Studying the biology of a little striped fish commonly found in freshwater aquariums all over may help scientists learn more about gene editing and disease models — but to do that, researchers much develop protocols for growing the zebrafish cells they need.
And all those processes need to be doable in a teaching lab, with relatively basic equipment and reagents.
That’s the goal behind the upcoming Centennial Scholars Lecture, “Culturing Neurons and Oligodendrocytes from Zebrafish Brain,” set to start at 4 p.m. Tuesday, Sept. 30, in room 260 of the Integrated Science Center.
“Once cells are growing in culture, we can stain them and use our fluorescence microscope to take images that allow students to determine which type of cells are present in their cultures,” said Dr. Krys Strand, associate professor of biology at Concordia. “This project both develops a way for students to learn important techniques that they can build on in the future, and it allows us to grow cells that can be used in future applications, such as gene editing or investigating disease models.”

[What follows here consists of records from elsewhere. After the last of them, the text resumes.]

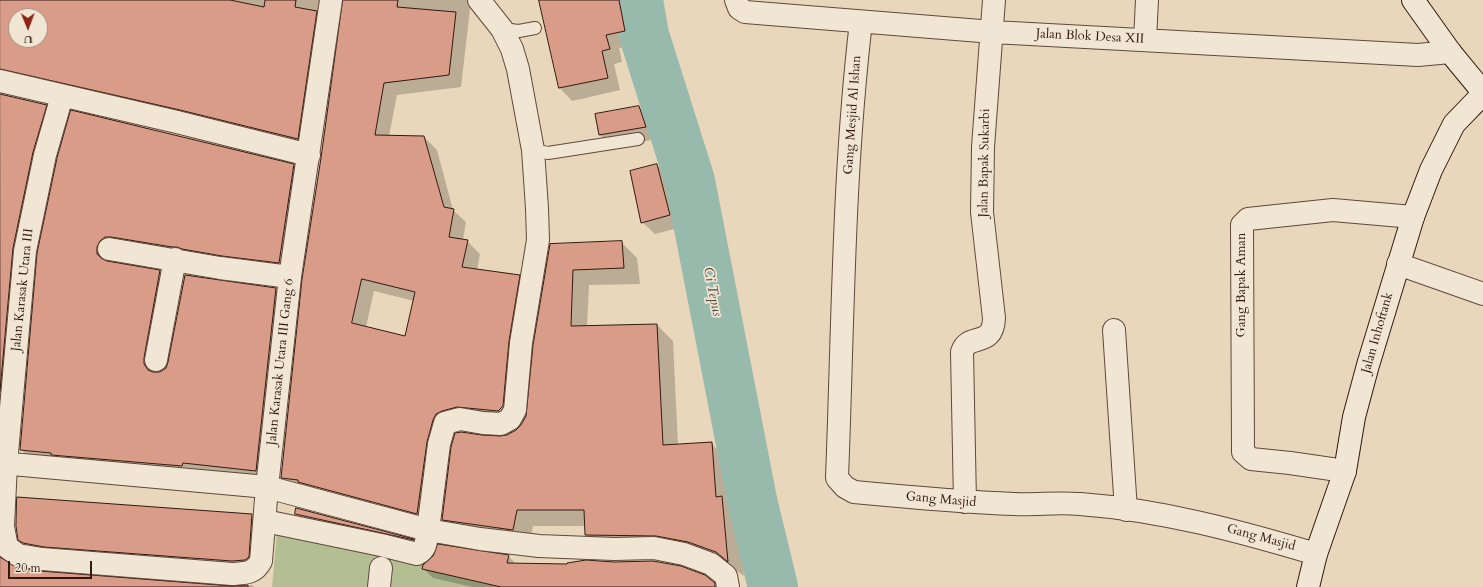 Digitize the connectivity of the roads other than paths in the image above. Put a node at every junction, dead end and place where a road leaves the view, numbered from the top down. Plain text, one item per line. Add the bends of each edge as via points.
1 (331, 0) edge
2 (479, 0) edge
3 (736, 0) edge
4 (994, 0) edge
5 (1147, 0) edge
6 (1413, 0) edge
7 (861, 22) junction
8 (535, 28) dead end
9 (502, 29) junction
10 (992, 32) junction
11 (1145, 40) junction
12 (1450, 52) junction
13 (0, 82) edge
14 (1483, 93) edge
15 (62, 96) junction
16 (638, 139) dead end
17 (533, 150) junction
18 (309, 155) junction
19 (847, 207) joint
20 (1413, 217) junction
21 (109, 249) dead end
22 (175, 259) junction
23 (1398, 264) junction
24 (290, 277) junction
25 (1483, 294) edge
26 (1114, 330) dead end
27 (156, 360) dead end
28 (3, 463) edge
29 (1345, 471) junction
30 (267, 487) junction
31 (965, 502) junction
32 (1126, 510) junction
33 (265, 521) junction
34 (428, 530) junction
35 (1316, 554) junction
36 (257, 568) joint
37 (728, 587) edge
38 (1309, 587) edge

1 - 18 street, Jalan Karasak Utara III Gang 6
2 - 9 street
3 - 7 street, Jalan Blok Desa XII via 739,8 745,12
4 - 10 street, Jalan Bapak Sukarbi
5 - 11 street
6 - 12 street, Jalan Inhoftank
7 - 10 street, Jalan Blok Desa XII
7 - 19 street, Gang Mesjid Al Ishan via 853,86
8 - 9 lane via 519,31
9 - 17 street via 518,69
10 - 11 street, Jalan Blok Desa XII
10 - 31 street, Jalan Bapak Sukarbi via 983,147 982,212 994,318 993,331 966,344 962,352
11 - 12 street, Jalan Blok Desa XII via 1418,55
12 - 14 street, Jalan Inhoftank
13 - 15 street
14 - 20 street, Jalan Inhoftank via 1454,124 1431,170
15 - 18 street
15 - 28 street, Jalan Karasak Utara III via 45,155 25,252
16 - 17 lane via 548,153
17 - 34 street via 538,240 521,343 515,410 510,419 501,424 460,420 445,422 439,444
18 - 24 street, Jalan Karasak Utara III Gang 6
19 - 31 street, Gang Masjid via 838,478 845,487 854,492
20 - 23 street, Jalan Inhoftank
20 - 29 street, Gang Bapak Aman via 1333,210 1248,219 1242,225 1243,452 1251,459
21 - 22 street
22 - 24 street
22 - 27 street
23 - 25 street
23 - 29 street, Jalan Inhoftank via 1356,410
24 - 30 street, Jalan Karasak Utara III Gang 6
26 - 32 street
28 - 30 street
28 - 36 street, Jalan Karasak Utara III via 4,527 7,547 18,555 232,574 248,573
29 - 35 street, Jalan Inhoftank
30 - 33 street, Jalan Karasak Utara III Gang 6
30 - 34 street
31 - 32 street, Gang Masjid via 1030,505 1079,503
32 - 35 street, Gang Masjid via 1169,515 1249,533
33 - 34 street via 417,554 422,552 425,546
33 - 36 street, Jalan Karasak Utara III Gang 6 via 261,561
34 - 37 street via 539,546 654,548 684,554 711,564 726,576
35 - 38 street, Jalan Inhoftank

A number of students have been involved in various stages of the project, mentored by Strand and collaborator Harshana De Silva Feelixge, including Cayley Borrud, Annika Griffith, Riham Jameel, Anusheh Shreonty, Ashtyn Morris, and Setiya Hamidi.

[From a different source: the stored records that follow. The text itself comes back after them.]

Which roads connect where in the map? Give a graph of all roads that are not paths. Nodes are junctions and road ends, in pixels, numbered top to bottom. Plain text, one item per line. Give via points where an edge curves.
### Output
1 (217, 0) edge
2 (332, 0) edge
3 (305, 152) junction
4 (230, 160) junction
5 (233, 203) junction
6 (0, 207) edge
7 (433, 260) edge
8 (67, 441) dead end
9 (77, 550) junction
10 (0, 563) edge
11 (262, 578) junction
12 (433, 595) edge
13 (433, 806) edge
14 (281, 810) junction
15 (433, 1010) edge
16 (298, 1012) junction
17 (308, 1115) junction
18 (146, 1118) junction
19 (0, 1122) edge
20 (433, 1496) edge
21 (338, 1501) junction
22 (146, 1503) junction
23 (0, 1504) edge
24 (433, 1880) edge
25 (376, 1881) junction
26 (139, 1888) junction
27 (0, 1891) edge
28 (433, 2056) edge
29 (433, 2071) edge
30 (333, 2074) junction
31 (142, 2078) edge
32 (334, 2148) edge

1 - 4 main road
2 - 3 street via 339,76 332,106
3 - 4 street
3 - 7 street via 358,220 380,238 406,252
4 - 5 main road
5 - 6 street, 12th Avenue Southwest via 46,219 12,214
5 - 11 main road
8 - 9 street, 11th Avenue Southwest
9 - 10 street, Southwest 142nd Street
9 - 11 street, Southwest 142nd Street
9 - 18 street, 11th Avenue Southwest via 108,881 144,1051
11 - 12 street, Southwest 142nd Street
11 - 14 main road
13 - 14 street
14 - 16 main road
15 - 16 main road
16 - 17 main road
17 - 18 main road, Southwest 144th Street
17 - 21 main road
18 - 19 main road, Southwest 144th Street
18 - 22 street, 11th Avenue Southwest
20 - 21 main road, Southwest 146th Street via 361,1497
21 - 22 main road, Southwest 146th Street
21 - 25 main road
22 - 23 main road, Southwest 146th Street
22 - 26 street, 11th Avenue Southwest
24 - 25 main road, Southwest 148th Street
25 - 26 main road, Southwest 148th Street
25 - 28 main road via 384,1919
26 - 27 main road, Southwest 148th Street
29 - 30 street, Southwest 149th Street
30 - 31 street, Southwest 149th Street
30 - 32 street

“Having the opportunity to collaborate with Harshana and our talented team of students as we develop skills toward bringing exciting new labs into the classroom is one of the most fun and rewarding aspects of being a faculty member at Concordia,” Strand said.
Students were involved in every aspect of the project. They read scientific literature, developed and tested protocols, imaged cells and planned future work. They’ve also been able to develop technical skills related to cell culture and imaging, as well as gaining experience in troubleshooting, coordinating with one another, following protocols, and working with precision, Strand said.
“Because we are focused on developing accessible protocols, our results will contribute to the learning of future Cobbers, and hopefully many students at other institutions as well,” Strand said. “This work will also provide a foundation on which we can build as we look to expand research opportunities for students, especially focused on disease models and current techniques such as (the gene-editing tool) CRISPR.”
As such, the project will likely be of most interest to undergraduate students studying life sciences and biochemistry.
“Research is an important form of high-impact learning for all students that helps them develop technical skills as well as many transferable skills such as troubleshooting, collaboration, perseverance, and creativity,” Strand said. “Bringing this type of research into the classroom affords more students research experience. By sharing our work with the larger scientific community, we can contribute methods and protocols that can be adopted into many more classrooms and research settings.”